Le Muse (1)

Il Timeo platonico (riecheggiando non solo il pitagorismo ma l’intera philosophia perennis) prospetta una civiltà interamente subordinata ai criteri dell’armonia cosmica; ma ciò che nel pensiero platonico si esprime come aspirazione era una realtà concreta in diverse civiltà arcaiche come quella cinese, quella egizia e quella indiana.

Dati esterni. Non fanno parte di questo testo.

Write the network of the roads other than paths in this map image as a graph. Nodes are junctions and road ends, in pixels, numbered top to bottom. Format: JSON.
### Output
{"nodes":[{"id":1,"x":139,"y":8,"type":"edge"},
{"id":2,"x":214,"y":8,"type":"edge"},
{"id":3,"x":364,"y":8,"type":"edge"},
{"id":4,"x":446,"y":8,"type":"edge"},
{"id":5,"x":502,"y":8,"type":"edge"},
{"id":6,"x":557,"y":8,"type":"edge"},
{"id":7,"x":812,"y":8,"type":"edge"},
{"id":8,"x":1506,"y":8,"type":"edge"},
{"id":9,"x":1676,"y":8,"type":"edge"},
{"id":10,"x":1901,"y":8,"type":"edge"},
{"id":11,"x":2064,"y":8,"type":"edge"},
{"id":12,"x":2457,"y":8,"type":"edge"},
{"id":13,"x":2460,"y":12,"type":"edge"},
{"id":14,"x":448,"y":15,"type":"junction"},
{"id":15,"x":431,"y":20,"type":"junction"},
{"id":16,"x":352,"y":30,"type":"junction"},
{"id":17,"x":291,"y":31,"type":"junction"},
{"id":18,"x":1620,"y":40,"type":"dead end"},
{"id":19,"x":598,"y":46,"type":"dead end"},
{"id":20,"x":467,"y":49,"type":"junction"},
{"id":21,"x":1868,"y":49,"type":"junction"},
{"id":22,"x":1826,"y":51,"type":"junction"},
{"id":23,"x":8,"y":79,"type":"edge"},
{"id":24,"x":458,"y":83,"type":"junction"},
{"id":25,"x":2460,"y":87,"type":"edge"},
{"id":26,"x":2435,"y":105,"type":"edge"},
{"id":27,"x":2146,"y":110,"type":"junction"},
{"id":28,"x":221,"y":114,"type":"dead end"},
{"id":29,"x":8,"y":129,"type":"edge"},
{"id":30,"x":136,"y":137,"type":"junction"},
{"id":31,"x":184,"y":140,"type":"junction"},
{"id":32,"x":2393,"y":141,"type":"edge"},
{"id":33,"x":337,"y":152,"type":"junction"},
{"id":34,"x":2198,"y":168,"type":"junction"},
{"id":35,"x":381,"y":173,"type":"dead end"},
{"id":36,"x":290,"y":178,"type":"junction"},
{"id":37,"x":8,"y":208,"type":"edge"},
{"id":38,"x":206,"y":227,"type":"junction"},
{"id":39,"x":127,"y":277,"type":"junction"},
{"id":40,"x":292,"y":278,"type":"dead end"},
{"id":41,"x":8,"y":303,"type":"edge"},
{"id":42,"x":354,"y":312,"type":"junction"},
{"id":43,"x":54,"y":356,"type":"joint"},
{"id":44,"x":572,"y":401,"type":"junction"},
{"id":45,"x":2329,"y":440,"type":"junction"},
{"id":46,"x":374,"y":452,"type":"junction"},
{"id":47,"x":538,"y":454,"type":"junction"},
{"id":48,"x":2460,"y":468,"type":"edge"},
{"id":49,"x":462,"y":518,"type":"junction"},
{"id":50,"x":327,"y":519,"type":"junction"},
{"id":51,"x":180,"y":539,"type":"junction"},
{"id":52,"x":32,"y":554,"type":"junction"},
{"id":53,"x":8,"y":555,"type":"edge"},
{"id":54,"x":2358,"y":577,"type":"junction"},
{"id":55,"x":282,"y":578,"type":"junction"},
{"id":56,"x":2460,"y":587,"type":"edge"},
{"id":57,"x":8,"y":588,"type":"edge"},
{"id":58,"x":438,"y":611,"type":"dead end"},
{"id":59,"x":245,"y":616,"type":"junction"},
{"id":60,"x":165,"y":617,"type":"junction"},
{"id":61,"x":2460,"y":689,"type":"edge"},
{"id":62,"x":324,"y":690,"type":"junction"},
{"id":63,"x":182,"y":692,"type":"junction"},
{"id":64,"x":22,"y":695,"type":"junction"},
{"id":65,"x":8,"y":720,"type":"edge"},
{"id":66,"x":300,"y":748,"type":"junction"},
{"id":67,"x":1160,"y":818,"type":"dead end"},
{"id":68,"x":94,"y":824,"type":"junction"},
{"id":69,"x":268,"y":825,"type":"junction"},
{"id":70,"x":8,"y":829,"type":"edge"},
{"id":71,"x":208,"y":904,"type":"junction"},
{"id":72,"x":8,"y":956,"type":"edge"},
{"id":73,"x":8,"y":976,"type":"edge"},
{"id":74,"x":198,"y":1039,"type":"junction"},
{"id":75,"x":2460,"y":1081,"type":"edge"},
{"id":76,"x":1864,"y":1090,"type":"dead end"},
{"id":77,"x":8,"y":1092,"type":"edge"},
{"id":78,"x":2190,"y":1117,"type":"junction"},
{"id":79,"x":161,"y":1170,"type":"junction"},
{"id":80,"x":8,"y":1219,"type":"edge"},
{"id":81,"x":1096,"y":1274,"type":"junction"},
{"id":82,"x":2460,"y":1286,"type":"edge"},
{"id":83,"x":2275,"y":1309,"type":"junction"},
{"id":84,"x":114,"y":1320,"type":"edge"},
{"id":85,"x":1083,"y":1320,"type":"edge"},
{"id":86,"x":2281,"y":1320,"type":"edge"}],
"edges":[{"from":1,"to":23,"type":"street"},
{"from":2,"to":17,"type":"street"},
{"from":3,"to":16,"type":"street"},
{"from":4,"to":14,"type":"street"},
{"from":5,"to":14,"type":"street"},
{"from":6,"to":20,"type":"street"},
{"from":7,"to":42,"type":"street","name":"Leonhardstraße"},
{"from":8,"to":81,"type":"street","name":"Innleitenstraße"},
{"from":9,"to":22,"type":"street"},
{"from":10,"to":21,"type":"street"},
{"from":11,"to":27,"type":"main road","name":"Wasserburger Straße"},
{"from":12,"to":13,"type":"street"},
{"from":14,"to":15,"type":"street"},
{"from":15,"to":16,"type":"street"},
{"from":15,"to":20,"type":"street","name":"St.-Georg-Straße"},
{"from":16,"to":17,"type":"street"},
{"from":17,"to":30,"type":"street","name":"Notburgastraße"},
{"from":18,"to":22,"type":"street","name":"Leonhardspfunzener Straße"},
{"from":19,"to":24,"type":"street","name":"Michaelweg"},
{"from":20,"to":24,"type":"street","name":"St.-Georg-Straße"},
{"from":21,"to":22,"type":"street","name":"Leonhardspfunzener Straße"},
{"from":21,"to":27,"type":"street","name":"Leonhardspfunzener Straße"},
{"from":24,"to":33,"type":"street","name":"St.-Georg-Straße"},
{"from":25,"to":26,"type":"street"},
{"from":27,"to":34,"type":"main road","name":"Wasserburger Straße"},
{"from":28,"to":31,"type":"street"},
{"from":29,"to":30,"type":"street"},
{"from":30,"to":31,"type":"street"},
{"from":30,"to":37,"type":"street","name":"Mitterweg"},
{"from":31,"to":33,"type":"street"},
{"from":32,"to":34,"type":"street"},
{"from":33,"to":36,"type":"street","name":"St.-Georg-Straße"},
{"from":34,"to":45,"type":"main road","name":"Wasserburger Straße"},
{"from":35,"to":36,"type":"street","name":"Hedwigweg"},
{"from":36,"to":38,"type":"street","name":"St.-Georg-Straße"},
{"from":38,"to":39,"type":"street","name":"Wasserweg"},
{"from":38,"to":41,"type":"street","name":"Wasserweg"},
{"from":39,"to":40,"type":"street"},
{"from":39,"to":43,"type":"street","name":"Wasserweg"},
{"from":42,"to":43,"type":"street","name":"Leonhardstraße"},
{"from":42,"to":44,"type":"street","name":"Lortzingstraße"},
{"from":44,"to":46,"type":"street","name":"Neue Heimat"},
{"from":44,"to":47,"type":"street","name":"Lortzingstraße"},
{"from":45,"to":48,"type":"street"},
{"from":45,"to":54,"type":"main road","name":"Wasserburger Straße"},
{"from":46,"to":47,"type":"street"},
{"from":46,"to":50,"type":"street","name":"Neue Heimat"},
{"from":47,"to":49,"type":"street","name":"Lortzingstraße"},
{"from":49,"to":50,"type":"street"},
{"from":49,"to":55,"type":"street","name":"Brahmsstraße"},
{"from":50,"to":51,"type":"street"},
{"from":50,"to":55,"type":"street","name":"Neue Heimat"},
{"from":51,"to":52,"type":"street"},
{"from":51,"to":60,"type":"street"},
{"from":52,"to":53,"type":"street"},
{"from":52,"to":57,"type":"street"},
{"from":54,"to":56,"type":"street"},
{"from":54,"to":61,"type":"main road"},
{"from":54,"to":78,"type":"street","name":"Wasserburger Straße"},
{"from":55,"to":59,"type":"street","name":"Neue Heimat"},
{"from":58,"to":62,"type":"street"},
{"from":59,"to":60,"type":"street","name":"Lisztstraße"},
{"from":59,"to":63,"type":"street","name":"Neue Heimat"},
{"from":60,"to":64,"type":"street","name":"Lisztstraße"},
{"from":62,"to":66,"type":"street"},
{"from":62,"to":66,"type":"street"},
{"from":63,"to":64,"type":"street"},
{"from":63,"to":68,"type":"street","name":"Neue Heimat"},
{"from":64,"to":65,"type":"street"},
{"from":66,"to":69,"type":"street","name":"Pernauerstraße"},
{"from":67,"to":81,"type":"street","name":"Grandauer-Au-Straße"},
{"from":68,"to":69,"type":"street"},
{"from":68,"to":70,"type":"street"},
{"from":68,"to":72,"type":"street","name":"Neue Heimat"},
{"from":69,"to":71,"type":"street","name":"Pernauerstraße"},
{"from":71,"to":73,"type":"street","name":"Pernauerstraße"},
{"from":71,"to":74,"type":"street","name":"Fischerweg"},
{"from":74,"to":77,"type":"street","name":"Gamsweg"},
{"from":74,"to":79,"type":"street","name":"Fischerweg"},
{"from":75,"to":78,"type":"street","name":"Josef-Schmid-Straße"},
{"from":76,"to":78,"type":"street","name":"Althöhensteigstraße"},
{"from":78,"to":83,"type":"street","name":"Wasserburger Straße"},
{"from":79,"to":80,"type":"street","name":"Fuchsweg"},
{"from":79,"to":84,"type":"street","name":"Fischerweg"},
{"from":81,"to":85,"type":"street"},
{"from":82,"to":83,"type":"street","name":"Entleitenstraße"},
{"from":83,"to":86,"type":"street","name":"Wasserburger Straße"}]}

In una simile concezione la musica gioca un duplice ruolo, e ciò grazie all’ambiguità propria al senso dell’udito, cui essa è legata. L’udito è senso mediatore per eccellenza poiché esso rivela la presenza fisica della Parola (del Logos): nel suono vi è quindi una duplice natura, intellettuale e fisica, e a seconda che ci si rivolga al primo o al secondo aspetto si avrà comprensione o piacere. Ai pitagorici dovette sembrare quanto mai mirabile che un ordine di natura squisitamente matematica si potesse manifestare in modo così piacevole all’orecchio: e la musica invero ha il vantaggio sulle altre arti di rivelare immediatamente ai sensi l’armonia, cioè l’ordine archetipo; ma in pari tempo il suo aspetto di allettamento sensoriale può essere talmente preponderante da obnubilare completamente l’aspetto intellettuale. Questo spiega tra l’altro il duplice atteggiamento degli studiosi antichi che trattano sempre ed esclusivamente l’aspetto teorico-armonico della musica, disinteressandosi degli aspetti pratici.

Sempre nel Timeo troviamo alcune espressioni giustificative di questa diffidenza:

Quanto c’è di utile nel suono musicale è stato dato all’udito per causa dell’armonia. E l’armonia, che ha movimenti affini ai giri dell’anima, che sono in noi, a chi con intelletto si giovi delle Muse non sembra utile, come si crede ora, a stolti piaceri, ma essa è stata data dalle Muse per comporre e rendere consono a se stesso il giro dell’anima che fosse divenuto discorde in noi.[1]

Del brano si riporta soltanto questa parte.